La verità su Enrico VII "lo sciancato"

Leggo con stupore e meraviglia quanto asserito sulla " Gazzetta del Sud"  del 17 marzo da Elia Fiorenza, cioè che molti studiosi attendono ancora il ritorno nel Duomo di Cosenza delle spoglie di Enrico VII 'lo sciancato", figlio di Federico II di Svevia.

È un falso storico di un dilettante allo sbaraglio perché se avesse letto quanto fu diffuso anche e non solo dai media locali, compresa la Gazzetta del Sud, Il 30 gennaio 2006 si svolse nella Cattedrale la cerimonia di consegna all'Arcivescovo mons. Salvatore Nunnari e al rettore don Giacomo Tuoto delle stesse ossa da parte mia, che insieme al collega prof. Gino Fornaciari le avevamo studiato, come risulta dal volume " L' impronta indelebile " da noi curato e pubblicato da Rubbettino, e perciò non sono a Pisa nel Laboratorio paleo- patologico dove vennero esaminate, come evidenziato dalla "Gazzetta del Sud" nelle pagine di Cosenza.

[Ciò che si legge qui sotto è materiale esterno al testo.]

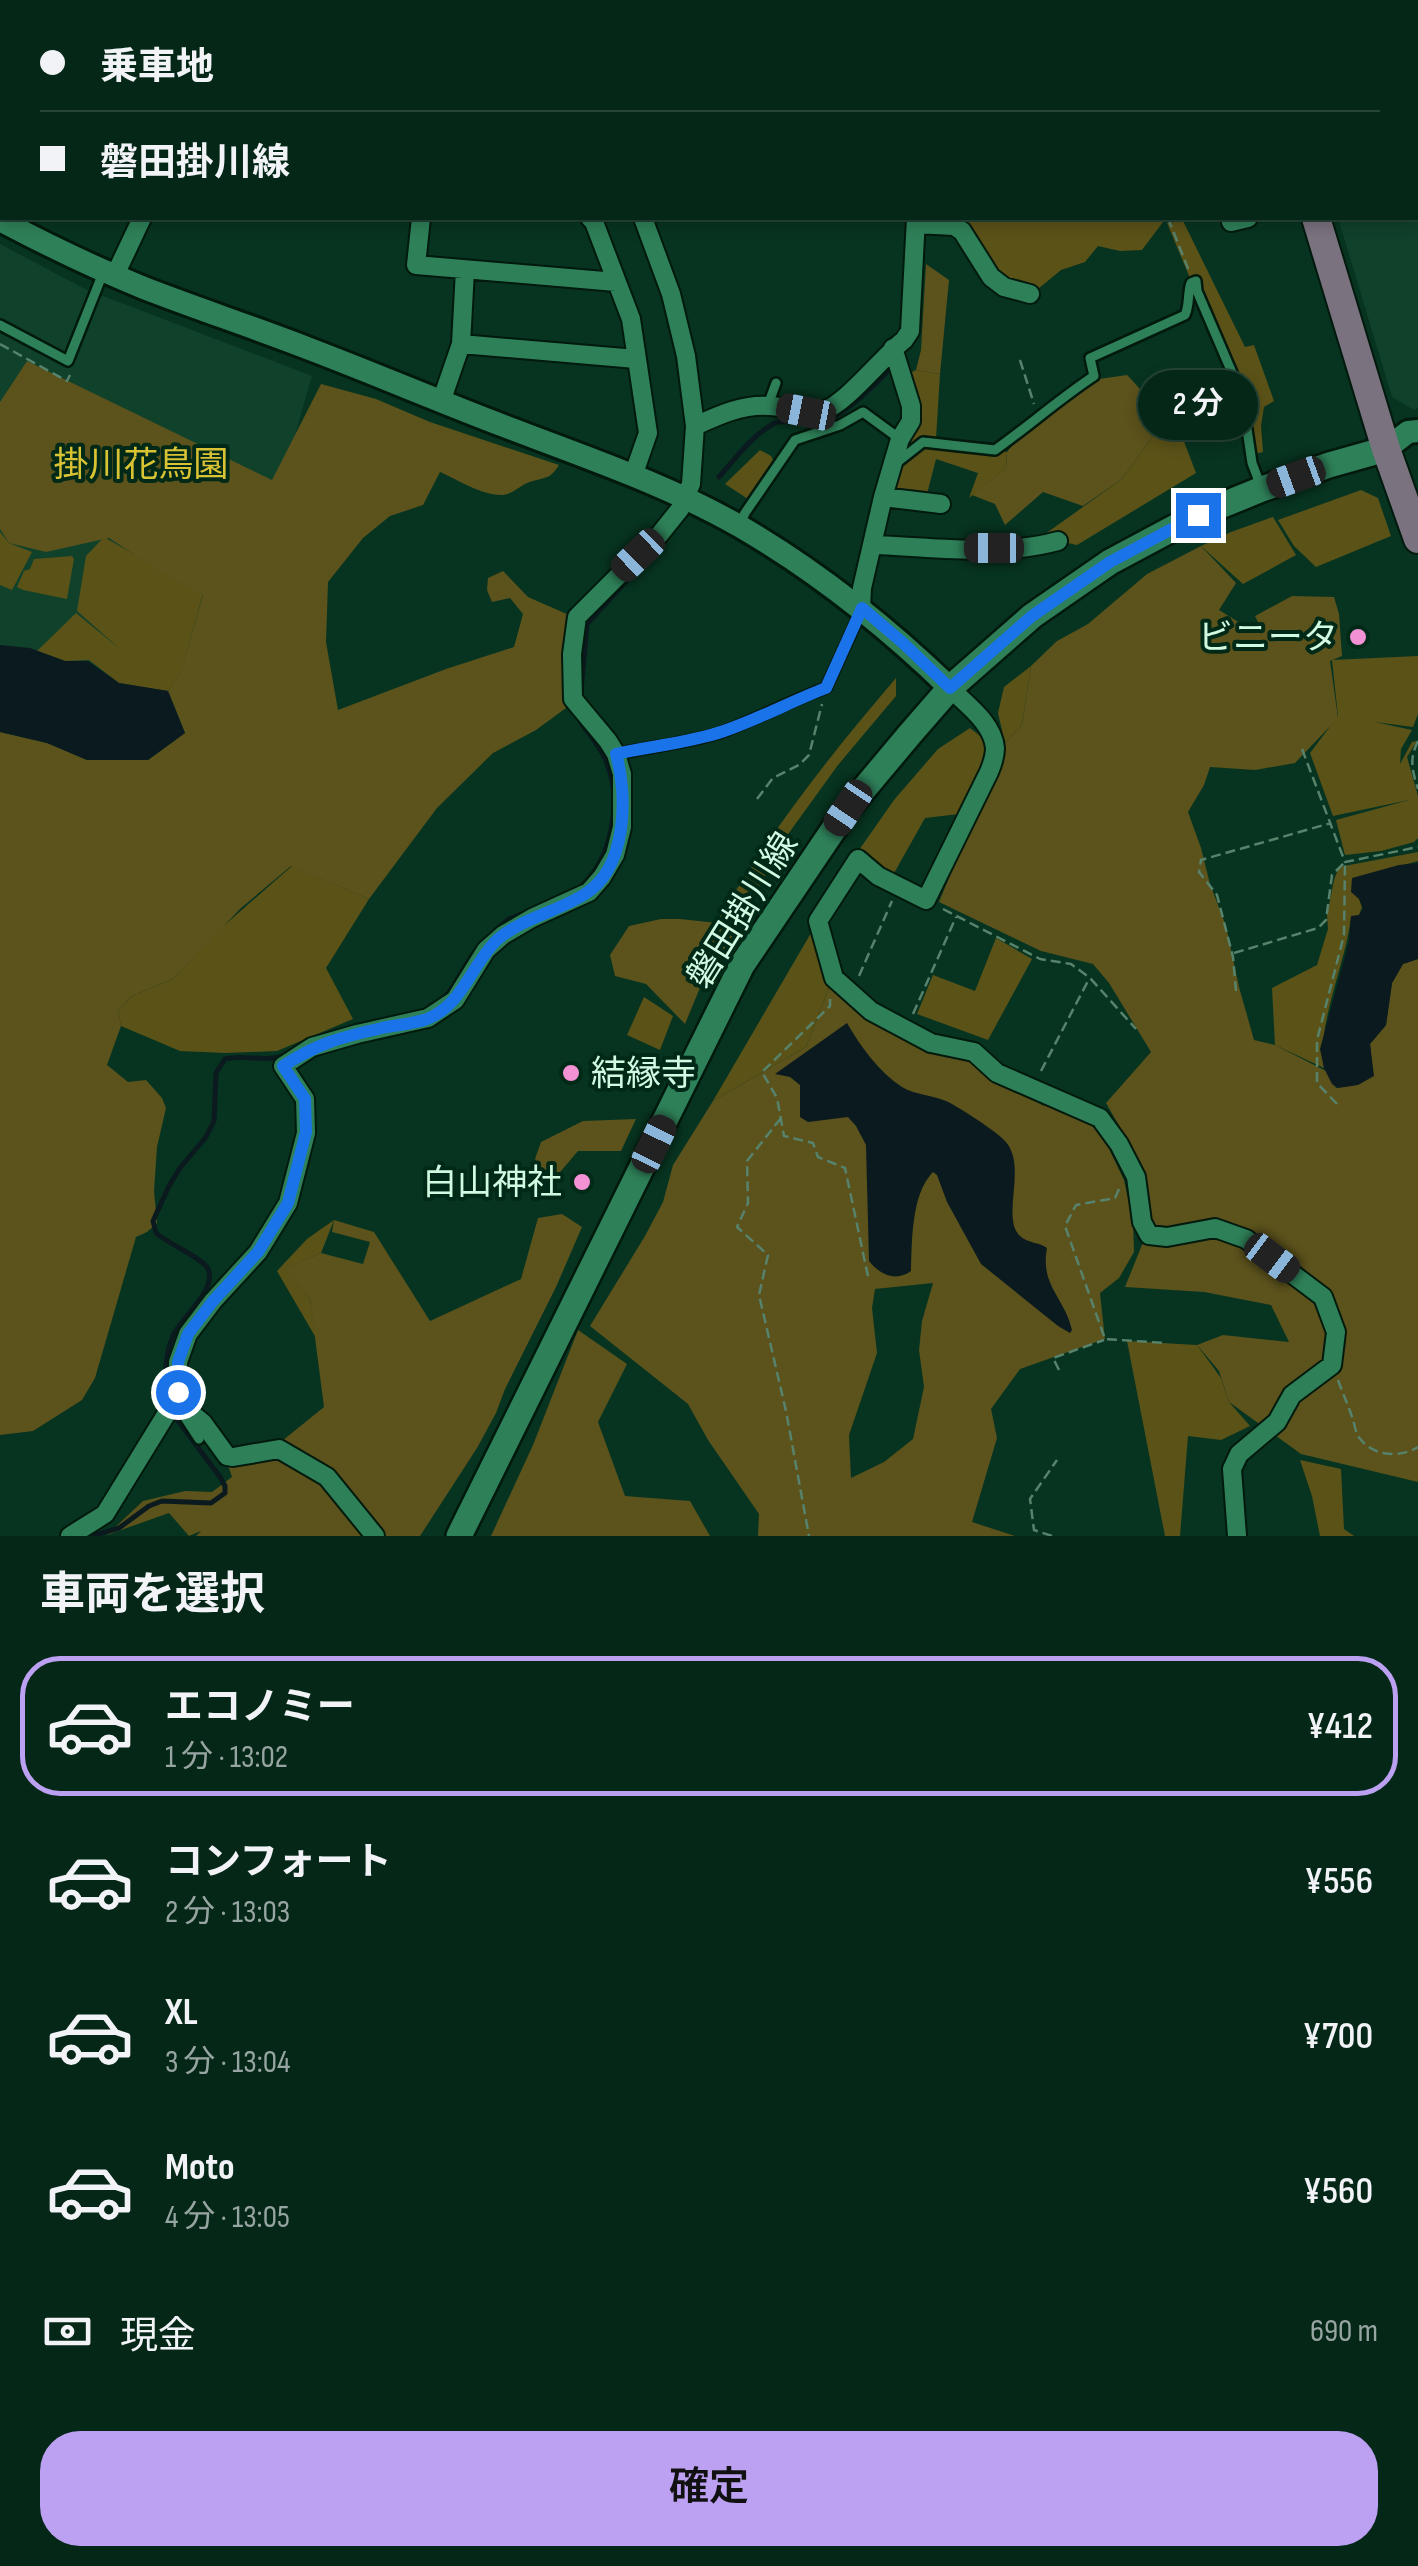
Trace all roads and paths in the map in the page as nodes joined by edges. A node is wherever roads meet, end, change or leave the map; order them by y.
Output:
1 (0, 220) edge
2 (141, 220) edge
3 (420, 220) edge
4 (592, 220) edge
5 (643, 220) edge
6 (1169, 220) edge
7 (1317, 220) edge
8 (916, 221) edge
9 (466, 270) junction
10 (109, 273) junction
11 (1194, 281) junction
12 (616, 282) junction
13 (1030, 294) dead end
14 (0, 325) edge
15 (461, 344) junction
16 (892, 348) junction
17 (636, 359) junction
18 (1020, 360) dead end
19 (776, 383) dead end
20 (441, 402) junction
21 (768, 405) junction
22 (1039, 420) junction
23 (695, 426) junction
24 (1418, 431) edge
25 (900, 439) junction
26 (1386, 449) junction
27 (1418, 450) edge
28 (892, 466) junction
29 (634, 476) junction
30 (1262, 489) junction
31 (883, 497) junction
32 (686, 499) junction
33 (941, 504) dead end
34 (739, 526) junction
35 (1418, 538) edge
36 (1058, 541) dead end
37 (874, 545) junction
38 (862, 608) junction
39 (826, 688) junction
40 (950, 688) junction
41 (1418, 741) edge
42 (1302, 749) dead end
43 (616, 754) junction
44 (1418, 789) edge
45 (757, 799) dead end
46 (1330, 823) junction
47 (1418, 847) edge
48 (1345, 862) junction
49 (898, 886) junction
50 (926, 900) junction
51 (957, 916) junction
52 (1231, 954) junction
53 (834, 978) junction
54 (858, 978) dead end
55 (1090, 978) junction
56 (1236, 992) dead end
57 (913, 1014) dead end
58 (1136, 1029) dead end
59 (1041, 1071) dead end
60 (1337, 1104) dead end
61 (781, 1118) junction
62 (1124, 1180) dead end
63 (869, 1281) dead end
64 (1105, 1339) junction
65 (1166, 1344) dead end
66 (1332, 1365) junction
67 (1059, 1370) dead end
68 (172, 1406) junction
69 (198, 1439) dead end
70 (1418, 1447) edge
71 (1056, 1460) dead end
72 (70, 1536) edge
73 (375, 1536) edge
74 (458, 1536) edge
75 (809, 1536) edge
76 (1052, 1536) edge
77 (1237, 1536) edge

1 - 10 street
2 - 10 street
3 - 9 street
4 - 12 street
5 - 23 street
6 - 11 path
7 - 26 main road
8 - 13 street
8 - 16 street
9 - 12 street
9 - 15 street
10 - 14 lane
10 - 20 street
11 - 22 lane
11 - 30 lane
12 - 17 street
15 - 17 street
15 - 20 street
16 - 21 street
16 - 25 street
17 - 29 street
18 - 22 path
19 - 21 lane
20 - 29 street
21 - 23 street
22 - 28 lane
23 - 32 street
24 - 26 street
25 - 28 street
25 - 34 lane
26 - 27 street
26 - 30 main road, 磐田掛川線
26 - 35 main road
28 - 31 street
29 - 32 street
30 - 40 main road, 磐田掛川線
31 - 33 street
31 - 37 street
32 - 34 street
32 - 43 street
34 - 38 street
36 - 37 street
37 - 38 street
38 - 39 lane
38 - 40 street
39 - 43 lane
39 - 45 path
40 - 50 street
40 - 74 main road, 磐田掛川線
41 - 44 path
42 - 46 path
43 - 68 street
46 - 48 path
46 - 52 path
47 - 48 path
48 - 52 path
48 - 60 path
49 - 50 street
49 - 53 street
49 - 54 path
50 - 51 path
51 - 55 path
51 - 57 path
52 - 56 path
53 - 61 path
53 - 66 street
55 - 58 path
55 - 59 path
61 - 63 path
61 - 75 path
62 - 64 path
64 - 65 path
64 - 67 path
66 - 70 path
66 - 77 street
68 - 69 lane
68 - 72 street
68 - 73 street
71 - 76 path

Se il sarcofago è ancora vuoto non è un ritardo delle analisi - eseguite peraltro nei tempi previsti - ma è  una  scelta delle autorità ecclesiastiche locali. 

Chi legge, però, la sopraddetta denuncia e non è al corrente dei fatti, è indotto a fare di ogni erba un fascio, conoscendo e giustamente deprecando le tante incompiute in questa terra "dolce e amara" . 

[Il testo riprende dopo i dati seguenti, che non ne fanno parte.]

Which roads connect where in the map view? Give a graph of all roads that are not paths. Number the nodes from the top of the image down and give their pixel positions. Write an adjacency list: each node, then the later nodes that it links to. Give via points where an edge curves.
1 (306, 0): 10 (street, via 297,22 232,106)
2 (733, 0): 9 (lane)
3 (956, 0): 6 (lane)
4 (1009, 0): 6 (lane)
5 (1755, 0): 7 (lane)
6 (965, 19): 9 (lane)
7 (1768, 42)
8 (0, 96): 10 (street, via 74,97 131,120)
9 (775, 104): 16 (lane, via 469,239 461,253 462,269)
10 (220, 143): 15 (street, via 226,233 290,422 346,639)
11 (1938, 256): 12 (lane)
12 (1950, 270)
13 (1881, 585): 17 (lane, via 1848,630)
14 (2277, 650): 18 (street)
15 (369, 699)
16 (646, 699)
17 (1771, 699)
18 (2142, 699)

Eppure per fortuna qualche opera lodevole è stata fatta. È una di esse è la ricognizione delle ossa di Enrico VII, congiunta a quelle di Gioacchino da Fíore, custodite nell'Abbazia florense di San Giovanni in Fiore, che fece distinguere lo scheletro dell'abbate "di spirito profetico dotato" da quelli  di due bimbe che erano stati mischiati nell'ossario. 

Anche tali ossa furono riportate nel monastero florense e consegnate durante una celebrazione indetta dal Centro internazionale di studi gioachimiti.

La ricognizione degli scheletri di Enrico VII e Gioacchino da Fíore venne finanziata grazie all'intervento dal prof.Giuseppe Nistico', allora presidente della Regione, promotore della cultura in Italia e nel Parlamento Europeo.

C'è da augurarsi che errori così madornali non si ripetano e vengano corretti da chi di dovere.